Magic Eraser

Product Details

While melamine foam, the substance which is behind all the ‘magic’ in a magic eraser, has been around for a long, long time, it wasn’t until 2003 that we were able to buy the special foam with micro-cells, at the grocery store, for at-home use.

I love melamine foam. It has allowed me to wipe walls instead of paint them, clean coffee stains from inside white ceramic mugs instead of frowning at them, and remove Sharpie from our wooden kitchen table instead of being arrested for assault and battery on a child under seven. This product is truly magical.

This morning, as I lightly scrubbed out my favorite mug, I thought about how very useful–and profitable–a magic eraser could be were it to have the magical power to obliterate things other than stains: Eg. the bad permanent I got in 1984, all those times I said to myself as a teenager, “My parents won’t mind,” and the foolishness I have displayed in believing that all people are motivated by the greater good.

Were I to have a post-bad-experience “magic eraser,” I could smooth over so many of those things that just didn’t go the way I had predicted, expected, or hoped. Unlike some people who might want to go “back in time” and just skip the bad perm, the ill-informed juvenile thinking, and the myopic trust improperly placed in others, I liked those events–to a degree. I liked them in that they were learning experiences and that, ostensibly, I learned from them. (Truth be told, I made many mistakes as a teenager and as an adult, however, I only got one epic-fail “spiral perm.”)

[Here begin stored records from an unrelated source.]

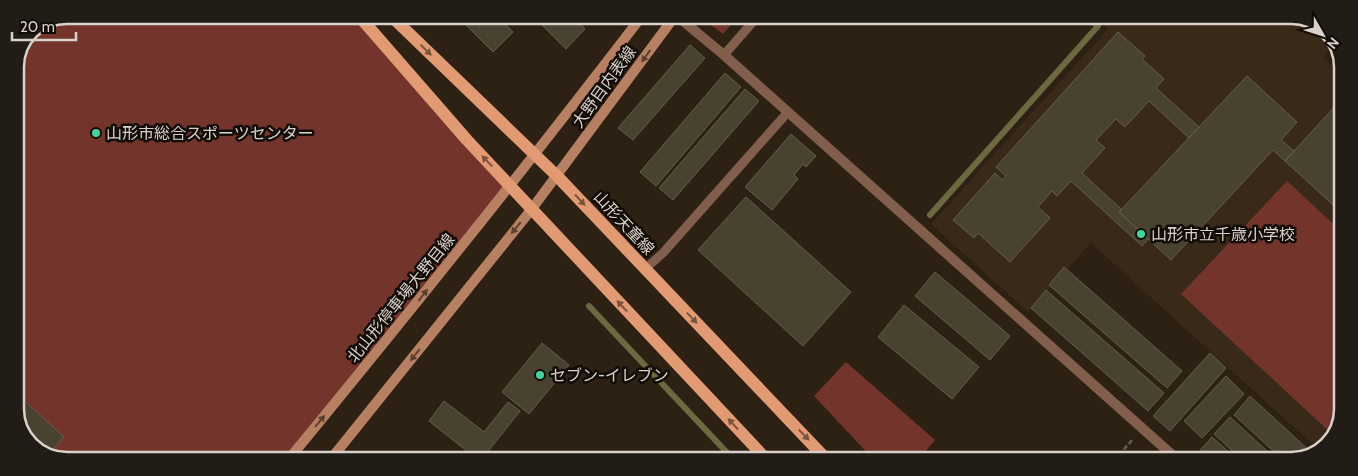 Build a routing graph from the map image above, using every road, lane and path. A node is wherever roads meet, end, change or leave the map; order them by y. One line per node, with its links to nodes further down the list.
1 (366, 24): 11 (main road, one-way to 1)
2 (399, 24): 9 (main road, 山形天童線, one-way to 9)
3 (636, 24): 9 (main road, 大野目内表線)
4 (670, 24): 10 (main road, 大野目内表線, one-way to 10)
5 (686, 24): 7 (street)
6 (751, 24): 7 (lane)
7 (724, 55): 8 (street)
8 (788, 112): 13 (lane); 14 (street)
9 (535, 156): 10 (main road, 山形天童線); 11 (main road, 北山形停車場大野目線)
10 (557, 176): 12 (main road); 13 (main road, 山形天童線, one-way to 13)
11 (510, 185): 12 (main road); 15 (main road, 北山形停車場大野目線, one-way to 11)
12 (531, 210): 16 (main road, one-way to 16); 17 (main road, one-way to 12)
13 (645, 269): 18 (main road, 山形天童線, one-way to 18)
14 (1142, 428): 19 (path); 20 (street)
15 (295, 452)
16 (336, 452)
17 (759, 452)
18 (819, 452)
19 (1122, 452)
20 (1169, 452) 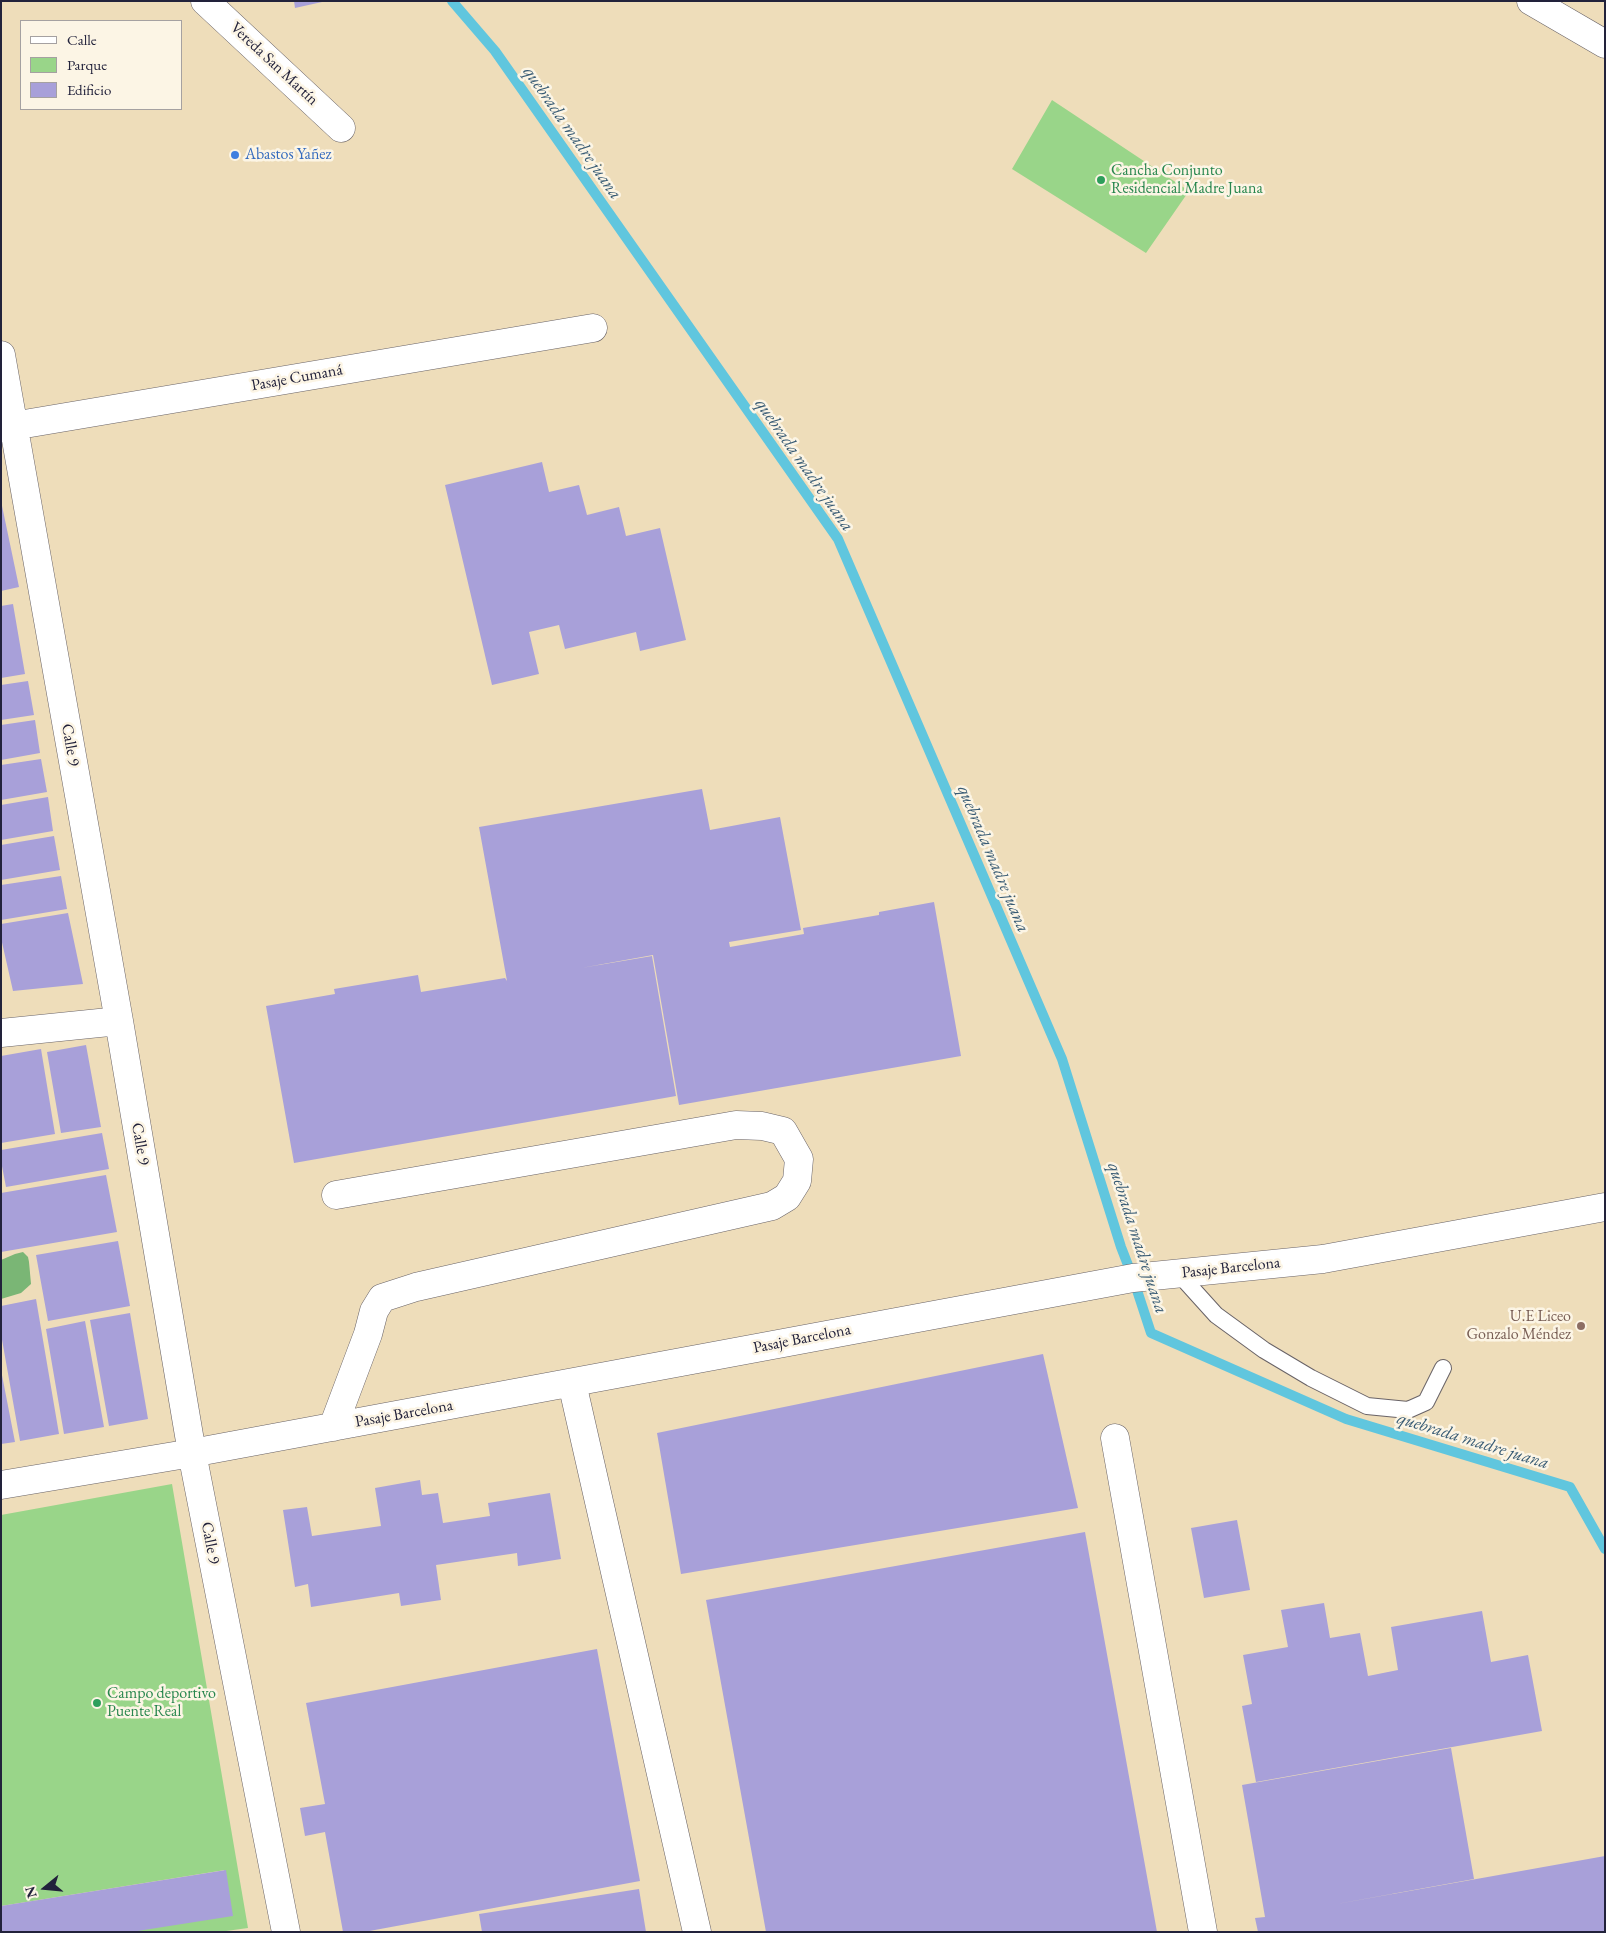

I’d want to keep the memory filed under the category “Really Foolish Blunders That Comprise the Whole of Myself.”

For it had occurred to me lately, that without all those past mistakes, I wouldn’t be able to put my characters into ugly situations not of their (complete) choosing. And while I have yet to write about a 13-year-old girl who suffers from post-salon scalp burns, I have a constant thread that weaves through each story of someone trusting someone else to the point of self-sacrifice.

It’s ugly–almost as ugly as a bad perm. The ironic piece is that there is real permanence to the betrayal, while hair can be cut and it always grows back.